Supplied records:
+ + + +
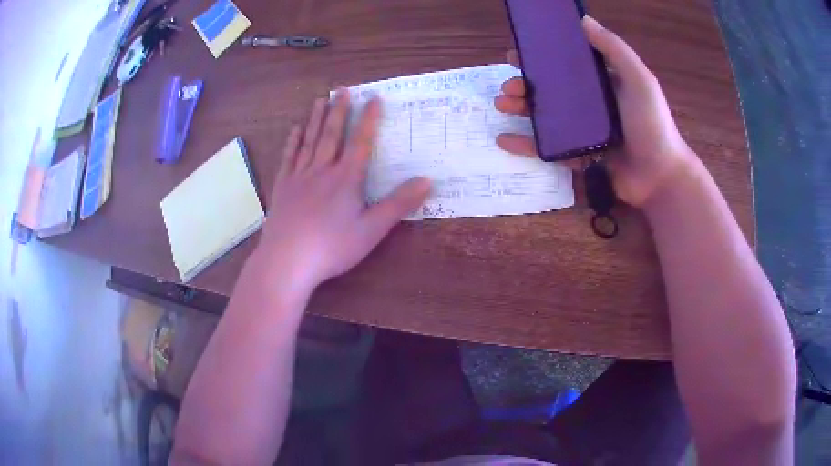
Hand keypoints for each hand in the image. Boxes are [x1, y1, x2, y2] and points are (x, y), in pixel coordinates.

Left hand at [254, 91, 430, 292]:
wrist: (287, 261)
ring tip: (320, 100)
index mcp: (346, 179)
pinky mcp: (282, 187)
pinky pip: (289, 157)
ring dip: (316, 119)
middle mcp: (322, 170)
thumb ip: (398, 204)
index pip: (361, 142)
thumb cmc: (332, 247)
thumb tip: (427, 181)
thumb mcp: (371, 230)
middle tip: (342, 90)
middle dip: (339, 110)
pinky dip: (293, 141)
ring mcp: (299, 177)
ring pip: (309, 141)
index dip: (369, 119)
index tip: (374, 98)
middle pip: (332, 134)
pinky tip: (295, 130)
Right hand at [494, 15, 696, 206]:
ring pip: (545, 116)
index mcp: (602, 83)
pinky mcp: (577, 157)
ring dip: (520, 109)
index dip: (542, 56)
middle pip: (551, 89)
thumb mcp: (639, 80)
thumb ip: (614, 49)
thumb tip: (582, 19)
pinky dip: (525, 144)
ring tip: (502, 104)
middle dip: (525, 84)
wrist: (659, 178)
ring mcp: (583, 131)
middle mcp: (590, 104)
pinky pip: (547, 148)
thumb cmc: (652, 125)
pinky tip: (503, 139)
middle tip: (508, 84)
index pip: (567, 64)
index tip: (519, 52)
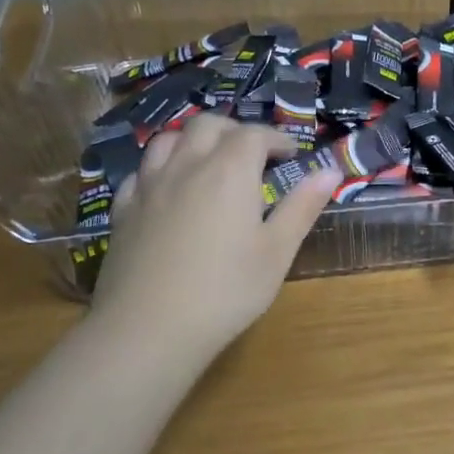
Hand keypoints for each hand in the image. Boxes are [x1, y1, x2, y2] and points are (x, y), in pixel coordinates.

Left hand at [88, 116, 339, 375]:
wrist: (148, 329)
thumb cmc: (226, 290)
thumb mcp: (277, 251)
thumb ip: (302, 206)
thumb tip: (330, 170)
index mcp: (230, 172)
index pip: (254, 134)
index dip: (276, 138)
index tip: (292, 155)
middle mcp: (187, 166)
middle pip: (208, 125)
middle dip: (236, 131)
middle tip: (254, 156)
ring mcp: (149, 186)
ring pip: (168, 139)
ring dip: (195, 140)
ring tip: (211, 163)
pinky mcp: (123, 210)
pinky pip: (142, 171)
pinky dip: (163, 168)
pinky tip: (171, 190)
+ + + +
Task brief: Any picture in the listing above gets left out; output the rest exactly.

Response area:
Hand keypoints for each hand in the image. Boxes are [x1, y1, x2, y2] and points are (x, y), in pixel coordinates.

Left hand at [254, 91, 430, 292]:
wrist: (287, 261)
ring tip: (320, 100)
index mcp: (346, 179)
pinky mcp: (282, 187)
pinky pip: (289, 157)
ring dip: (316, 119)
middle mcp: (322, 170)
thumb ip: (398, 204)
index pip: (361, 142)
thumb cmc: (332, 247)
thumb tip: (427, 181)
thumb mcp: (371, 230)
middle tip: (342, 90)
middle dip: (339, 110)
pinky dip: (293, 141)
ring mcp: (299, 177)
ring pip: (309, 141)
index dip: (369, 119)
index tip: (374, 98)
middle pip: (332, 134)
pinky tip: (295, 130)
Right hand at [494, 15, 696, 206]:
ring pip: (545, 116)
index mcp: (602, 83)
pinky mcp: (577, 157)
ring dip: (520, 109)
index dip: (542, 56)
middle pip: (551, 89)
thumb mcp: (639, 80)
thumb ip: (614, 49)
thumb tip: (582, 19)
pinky dip: (525, 144)
ring tip: (502, 104)
middle dip: (525, 84)
wrist: (659, 178)
ring mcp: (583, 131)
middle mcp: (590, 104)
pinky pip: (547, 148)
thumb cmc: (652, 125)
pinky tip: (503, 139)
middle tip: (508, 84)
index pip: (567, 64)
index tip: (519, 52)
Hand keypoints for each hand in the image. Boxes are [x1, y1, x2, y2] and points are (x, y), in pixel coordinates.

Left hand at [88, 116, 339, 375]:
wrist: (148, 329)
thumb cmc: (226, 290)
thumb mcp: (277, 251)
thumb ip: (302, 206)
thumb tip: (330, 170)
index mcp: (230, 172)
index pip: (254, 134)
index dip: (276, 138)
index tip: (292, 155)
middle mcp: (187, 166)
middle pip: (208, 125)
middle dip: (236, 131)
middle tip: (254, 156)
ring mcp: (149, 186)
ring pip: (168, 139)
ring dip: (195, 140)
ring tip: (211, 163)
pinky mcp: (123, 210)
pinky pip: (142, 171)
pinky dip: (163, 168)
pinky tip: (171, 190)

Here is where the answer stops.